Y con esto me refiero a muchas cosas, luchas con el sistema pero también luchar con presiones, con frustraciones, con inseguridades. Hoy un joven, me animo a decir que en casi cualquier parte del país, lucha con los mismos fantasmas: “Necesito salir, necesito despejarme, pero no tengo plata y no me dejan estar en la plaza”; “¿Qué hago, estudio o trabajo? Bueno, el estudio me da un mejor futuro, a ver qué opciones tengo”, resulta que son pocas, “Bueno, está bien, entonces trabajo”, en este país trabajo no hay, donde para un negocio contratarme es como contratar a dos personas, elijen no hacerlo y perdemos los dos; o bien, “Bueno, pude estudiar, después de sacrificarme 4, 5, 6 años, y de sacrificarse mi familia, tengo mi título, me recibí”, pero me encuentro que en Argentina los profesionales ganan poco. La tenemos de verdad muy cuesta arriba, y a priori se ven solo dos alternativas: o cambiamos o nos vamos. Pero soy optimista que podemos cambiar, y que está comenzando.

El sistema en el que vivimos se vino corrompiendo hace mucho tiempo, podemos ver como cada vez más y más jóvenes desde distintos espacios buscamos transformaciones, mejoras; la política es uno de esos espacios donde hay que luchar, no el único, pero sí uno de los más importantes, y consuela ver como a lo largo de toda la extensión de este complicado país comienzan a surgir nuevos y cada vez más fuertes organizaciones, partidarias o no, que toman la importante mochila de ser gestores de este cambio. Y también, es esperanzador reconocer como gracias a las alternativas que nos dan los efectos del progreso en el mundo, muchos las aprovechan y constituyen importantes y exitosas empresas, negocios y que además buscan transmitir el espíritu y los valores; y ojo, sin ir muy lejos, me refiero a tu emprendimiento por Facebook o por Instagram, vendiendo cosas por Mercado Libre y cobrando por UALA (empresas argentinas), de esa manera estás poniendo un granito de arena para mejorar el país, pero también desde ahí te toca vivir en carne propia las trabas de nuestro sistema.

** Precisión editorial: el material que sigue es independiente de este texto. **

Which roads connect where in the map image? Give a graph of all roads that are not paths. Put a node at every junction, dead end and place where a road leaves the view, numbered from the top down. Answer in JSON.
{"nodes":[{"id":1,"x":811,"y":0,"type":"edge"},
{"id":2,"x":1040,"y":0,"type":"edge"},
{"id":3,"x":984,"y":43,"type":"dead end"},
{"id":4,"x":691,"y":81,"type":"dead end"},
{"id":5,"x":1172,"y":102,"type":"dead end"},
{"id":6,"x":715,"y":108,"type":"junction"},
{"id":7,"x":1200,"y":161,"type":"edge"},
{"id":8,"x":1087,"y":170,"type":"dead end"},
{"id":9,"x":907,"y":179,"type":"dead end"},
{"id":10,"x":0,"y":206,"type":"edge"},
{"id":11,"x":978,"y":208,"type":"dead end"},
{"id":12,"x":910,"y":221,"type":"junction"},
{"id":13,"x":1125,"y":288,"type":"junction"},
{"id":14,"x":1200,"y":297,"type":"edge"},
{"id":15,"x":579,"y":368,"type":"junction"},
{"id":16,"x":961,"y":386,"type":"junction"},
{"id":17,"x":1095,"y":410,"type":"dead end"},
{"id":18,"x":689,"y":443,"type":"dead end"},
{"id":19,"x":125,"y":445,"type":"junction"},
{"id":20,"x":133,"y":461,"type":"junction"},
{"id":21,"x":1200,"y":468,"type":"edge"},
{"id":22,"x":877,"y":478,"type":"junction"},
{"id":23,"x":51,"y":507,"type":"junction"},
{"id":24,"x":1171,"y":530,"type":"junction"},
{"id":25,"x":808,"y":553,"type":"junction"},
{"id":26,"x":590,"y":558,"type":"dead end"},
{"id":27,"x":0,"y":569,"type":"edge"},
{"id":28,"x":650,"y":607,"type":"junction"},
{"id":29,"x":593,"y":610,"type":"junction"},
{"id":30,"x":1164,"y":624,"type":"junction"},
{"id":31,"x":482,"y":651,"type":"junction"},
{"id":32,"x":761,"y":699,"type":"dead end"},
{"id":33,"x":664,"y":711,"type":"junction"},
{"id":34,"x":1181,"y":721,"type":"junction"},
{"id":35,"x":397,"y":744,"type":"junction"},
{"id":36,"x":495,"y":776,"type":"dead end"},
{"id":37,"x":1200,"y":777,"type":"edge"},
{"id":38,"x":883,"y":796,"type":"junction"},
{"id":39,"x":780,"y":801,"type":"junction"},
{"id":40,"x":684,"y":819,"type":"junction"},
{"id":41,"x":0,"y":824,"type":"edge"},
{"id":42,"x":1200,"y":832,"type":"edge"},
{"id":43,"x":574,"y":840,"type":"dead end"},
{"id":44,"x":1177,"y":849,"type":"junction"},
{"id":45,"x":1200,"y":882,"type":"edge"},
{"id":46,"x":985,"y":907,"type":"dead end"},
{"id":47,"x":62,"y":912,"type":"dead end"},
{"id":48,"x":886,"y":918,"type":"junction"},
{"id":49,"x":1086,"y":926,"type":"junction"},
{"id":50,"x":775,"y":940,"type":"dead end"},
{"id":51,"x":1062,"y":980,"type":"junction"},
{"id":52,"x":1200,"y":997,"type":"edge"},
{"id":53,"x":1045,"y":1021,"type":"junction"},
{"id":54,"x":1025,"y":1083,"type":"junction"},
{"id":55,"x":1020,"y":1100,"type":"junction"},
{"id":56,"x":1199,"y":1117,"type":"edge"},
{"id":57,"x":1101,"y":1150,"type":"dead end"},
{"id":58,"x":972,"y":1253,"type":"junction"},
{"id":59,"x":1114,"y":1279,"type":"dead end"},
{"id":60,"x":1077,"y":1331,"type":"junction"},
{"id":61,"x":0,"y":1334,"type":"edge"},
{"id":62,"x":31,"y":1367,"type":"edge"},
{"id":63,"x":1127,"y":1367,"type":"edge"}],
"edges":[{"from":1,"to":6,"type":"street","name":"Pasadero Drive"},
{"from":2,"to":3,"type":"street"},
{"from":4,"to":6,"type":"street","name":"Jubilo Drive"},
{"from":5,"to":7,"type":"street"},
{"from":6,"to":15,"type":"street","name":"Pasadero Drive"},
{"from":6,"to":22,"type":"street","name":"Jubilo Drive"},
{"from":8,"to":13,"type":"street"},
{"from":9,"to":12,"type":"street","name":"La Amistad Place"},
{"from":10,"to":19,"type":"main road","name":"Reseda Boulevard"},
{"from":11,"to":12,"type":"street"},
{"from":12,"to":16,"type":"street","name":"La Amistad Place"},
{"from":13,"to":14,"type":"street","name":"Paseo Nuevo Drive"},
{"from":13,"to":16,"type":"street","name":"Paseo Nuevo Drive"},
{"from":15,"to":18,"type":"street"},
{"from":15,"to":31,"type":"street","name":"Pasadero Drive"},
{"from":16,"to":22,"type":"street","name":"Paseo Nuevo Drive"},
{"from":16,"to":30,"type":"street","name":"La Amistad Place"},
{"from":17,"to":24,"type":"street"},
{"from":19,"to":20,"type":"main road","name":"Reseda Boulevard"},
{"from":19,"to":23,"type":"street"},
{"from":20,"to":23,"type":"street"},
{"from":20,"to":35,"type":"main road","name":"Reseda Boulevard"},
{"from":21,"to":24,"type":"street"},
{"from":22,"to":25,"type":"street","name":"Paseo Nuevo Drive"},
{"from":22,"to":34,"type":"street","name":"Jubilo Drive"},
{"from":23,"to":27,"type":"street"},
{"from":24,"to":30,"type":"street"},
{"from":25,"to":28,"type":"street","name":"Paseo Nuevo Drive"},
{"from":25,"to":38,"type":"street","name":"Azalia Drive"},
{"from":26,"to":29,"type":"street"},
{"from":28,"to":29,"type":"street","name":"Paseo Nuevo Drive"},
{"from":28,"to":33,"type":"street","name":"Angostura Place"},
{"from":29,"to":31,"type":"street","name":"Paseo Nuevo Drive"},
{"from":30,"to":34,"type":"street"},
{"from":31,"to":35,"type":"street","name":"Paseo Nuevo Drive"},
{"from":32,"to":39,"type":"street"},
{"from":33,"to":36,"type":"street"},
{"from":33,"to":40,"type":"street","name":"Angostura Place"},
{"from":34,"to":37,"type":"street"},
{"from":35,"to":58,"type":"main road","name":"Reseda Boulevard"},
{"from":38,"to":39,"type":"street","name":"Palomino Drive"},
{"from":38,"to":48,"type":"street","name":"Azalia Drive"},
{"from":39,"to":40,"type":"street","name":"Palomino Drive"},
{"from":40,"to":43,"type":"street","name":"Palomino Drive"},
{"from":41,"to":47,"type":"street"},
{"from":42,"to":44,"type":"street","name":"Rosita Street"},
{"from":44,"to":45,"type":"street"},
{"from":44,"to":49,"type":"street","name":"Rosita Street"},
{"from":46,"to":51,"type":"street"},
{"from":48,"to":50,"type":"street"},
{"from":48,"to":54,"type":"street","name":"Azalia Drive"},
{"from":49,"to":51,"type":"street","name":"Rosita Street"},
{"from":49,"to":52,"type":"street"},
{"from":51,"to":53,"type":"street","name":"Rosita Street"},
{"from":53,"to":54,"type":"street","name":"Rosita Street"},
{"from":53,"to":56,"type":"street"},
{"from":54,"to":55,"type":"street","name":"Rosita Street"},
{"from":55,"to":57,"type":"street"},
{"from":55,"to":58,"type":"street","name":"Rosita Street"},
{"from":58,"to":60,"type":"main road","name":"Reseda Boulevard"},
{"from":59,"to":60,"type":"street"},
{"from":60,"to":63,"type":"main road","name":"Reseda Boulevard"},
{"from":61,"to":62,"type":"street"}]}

En fin, hay motivos para ser optimistas, y que el futuro sea mejor depende únicamente de nosotros. Hoy somos los jóvenes los que estudiamos, trabajamos, emprendemos, y convivimos con muchísimas cosas, somos los que se nos perseguía por salir a distraernos a una plaza o a donde nuestro derecho a circular nos lleve, los mismos a los que ahora buscan porque llega el momento de votar. Y somos también exactamente los mismos, que en forma de “clandestinas” (o no), pero también de esfuerzo, dedicación, seriedad y madurez, los que le dimos a esta sociedad un recordatorio de lo que es realmente la libertad, un derecho y un valor difícil de negociar.